I think people mis-estimate file sizes these days - two hours of completely uncompressed 4K video is under 5 TB. Fits on a basic consumer external hard drive no problem. Send it by mail.
Well, two hard drives in RAID-0 if you want to play it back in real-time without copying it first to faster storage, because a single SATA drive cannot sustain 597.2MB/sec. Unless your definition of "basic consumer external hard drive" is an NVMe SSD over 10Gbps USB 3.2 or better.
The GP is pointing out that storing an uncompressed film isn't useful if it can't be played back. Playing back an uncompressed 4K film is nearly 600MBps. That's a data rate you're not going to get out of any consumer HDDs.
24fps is still standard for movies, in part because people have associated higher framerate video with amateur home video recordings so it looks cheap. :)

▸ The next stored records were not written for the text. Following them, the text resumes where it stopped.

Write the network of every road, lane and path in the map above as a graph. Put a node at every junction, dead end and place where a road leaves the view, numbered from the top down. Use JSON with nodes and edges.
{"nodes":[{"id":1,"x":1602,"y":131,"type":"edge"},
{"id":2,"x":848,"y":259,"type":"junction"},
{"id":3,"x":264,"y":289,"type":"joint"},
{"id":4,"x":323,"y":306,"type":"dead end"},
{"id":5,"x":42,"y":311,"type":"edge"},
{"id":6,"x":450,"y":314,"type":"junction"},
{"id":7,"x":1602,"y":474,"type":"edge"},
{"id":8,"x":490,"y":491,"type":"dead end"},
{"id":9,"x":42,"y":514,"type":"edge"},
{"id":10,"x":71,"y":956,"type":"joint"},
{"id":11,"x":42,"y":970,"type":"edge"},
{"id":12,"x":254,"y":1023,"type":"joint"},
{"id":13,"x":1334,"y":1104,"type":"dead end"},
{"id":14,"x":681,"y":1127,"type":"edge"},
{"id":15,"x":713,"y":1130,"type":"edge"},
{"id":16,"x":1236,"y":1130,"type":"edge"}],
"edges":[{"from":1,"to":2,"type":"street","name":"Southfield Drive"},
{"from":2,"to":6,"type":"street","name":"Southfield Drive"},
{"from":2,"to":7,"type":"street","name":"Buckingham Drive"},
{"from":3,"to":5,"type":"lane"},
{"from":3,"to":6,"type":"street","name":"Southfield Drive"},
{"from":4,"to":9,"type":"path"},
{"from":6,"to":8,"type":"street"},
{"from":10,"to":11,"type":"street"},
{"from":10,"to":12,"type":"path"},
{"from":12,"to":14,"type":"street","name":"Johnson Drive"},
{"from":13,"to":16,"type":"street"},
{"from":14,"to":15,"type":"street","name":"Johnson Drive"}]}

To elaborate on this, higher frame rate video registers the same way to people who aren’t aware that’s what they’re noticing. I was discussing this with my dad just a little over a week ago, where he noted some portion of a movie looked lower production than the rest of the movie. I had noticed it too, because it was visibly higher frame rate. Lower frame rates more closely match the visuals of film, and higher frame rates more closely match the production of daytime TV like judge shows and “soap operas”, and that’s what they visually evoke.